In a new study that draws attention to a growing cardiovascular health concern, investigators report that an increasing number of Canadians, particularly women, are unaware that they have high blood pressure, and they are not getting treatment to control their hypertension. The study appears in the Canadian Journal of Cardiology.
“The results of this study should serve as a serious warning that high blood pressure remains one of the leading public health threats in Canada, as in all other developed countries. The widening disparity between how women and men are treated is concerning, particularly as high blood pressure continues to be the leading cause of preventable heart attacks, strokes, and premature death in our country,” stated lead investigator Alexander A. Leung, MD, MPH, assistant professor in the departments of Medicine and Community Health Sciences, Cumming School of Medicine, University of Calgary, Calgary, AB, Canada.
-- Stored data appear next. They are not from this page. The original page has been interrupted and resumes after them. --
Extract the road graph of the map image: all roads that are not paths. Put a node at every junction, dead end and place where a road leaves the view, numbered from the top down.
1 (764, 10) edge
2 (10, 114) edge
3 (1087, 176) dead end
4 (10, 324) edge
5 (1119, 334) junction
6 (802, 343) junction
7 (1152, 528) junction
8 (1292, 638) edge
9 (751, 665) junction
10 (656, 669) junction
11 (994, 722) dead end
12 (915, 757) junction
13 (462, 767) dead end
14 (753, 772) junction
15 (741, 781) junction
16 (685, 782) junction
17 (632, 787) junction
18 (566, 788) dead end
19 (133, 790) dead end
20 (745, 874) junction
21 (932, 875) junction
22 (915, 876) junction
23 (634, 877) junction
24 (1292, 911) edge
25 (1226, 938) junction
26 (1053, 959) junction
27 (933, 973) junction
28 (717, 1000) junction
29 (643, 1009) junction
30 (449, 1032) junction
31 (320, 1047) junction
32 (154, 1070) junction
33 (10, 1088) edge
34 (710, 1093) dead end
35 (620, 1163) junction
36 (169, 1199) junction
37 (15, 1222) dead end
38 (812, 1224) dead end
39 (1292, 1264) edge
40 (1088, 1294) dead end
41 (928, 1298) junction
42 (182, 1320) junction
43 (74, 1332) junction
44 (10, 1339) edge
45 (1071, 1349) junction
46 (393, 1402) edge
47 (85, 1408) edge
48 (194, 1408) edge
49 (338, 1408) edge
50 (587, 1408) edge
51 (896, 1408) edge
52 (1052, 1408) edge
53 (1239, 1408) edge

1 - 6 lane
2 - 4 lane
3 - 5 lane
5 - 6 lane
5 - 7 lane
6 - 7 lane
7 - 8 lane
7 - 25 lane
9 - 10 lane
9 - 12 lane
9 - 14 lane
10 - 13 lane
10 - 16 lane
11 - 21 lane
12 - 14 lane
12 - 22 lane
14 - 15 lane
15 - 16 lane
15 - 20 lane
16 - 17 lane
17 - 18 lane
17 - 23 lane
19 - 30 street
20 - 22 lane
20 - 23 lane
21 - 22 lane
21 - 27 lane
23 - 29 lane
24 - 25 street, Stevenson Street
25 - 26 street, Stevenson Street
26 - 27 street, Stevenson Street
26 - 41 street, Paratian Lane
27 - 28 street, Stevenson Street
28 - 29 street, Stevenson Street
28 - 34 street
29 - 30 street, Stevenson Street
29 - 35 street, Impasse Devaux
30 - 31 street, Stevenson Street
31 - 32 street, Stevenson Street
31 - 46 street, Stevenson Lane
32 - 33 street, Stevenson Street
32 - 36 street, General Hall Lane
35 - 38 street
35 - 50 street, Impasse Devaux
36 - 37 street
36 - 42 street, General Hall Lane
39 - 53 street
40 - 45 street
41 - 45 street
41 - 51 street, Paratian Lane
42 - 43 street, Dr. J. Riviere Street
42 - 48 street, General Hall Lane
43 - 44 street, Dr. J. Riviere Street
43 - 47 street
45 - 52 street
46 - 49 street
Canada has been a world-leader in hypertension care, outperforming other Western countries over many years. Between 1990 and 2007, the management of hypertension improved due to a strong publicly funded primary healthcare system, the success of a coordinated national strategic plan, and a collaboration among national hypertension organizations on guideline implementation and evaluation. In recent years, however, developments have emerged with the potential to adversely impact hypertension care, including declining federal government support for surveillance and implementation, a refocusing of non-governmental organizations away from implementation of hypertension recommendations, and declining industry support as patented drugs were replaced by generics.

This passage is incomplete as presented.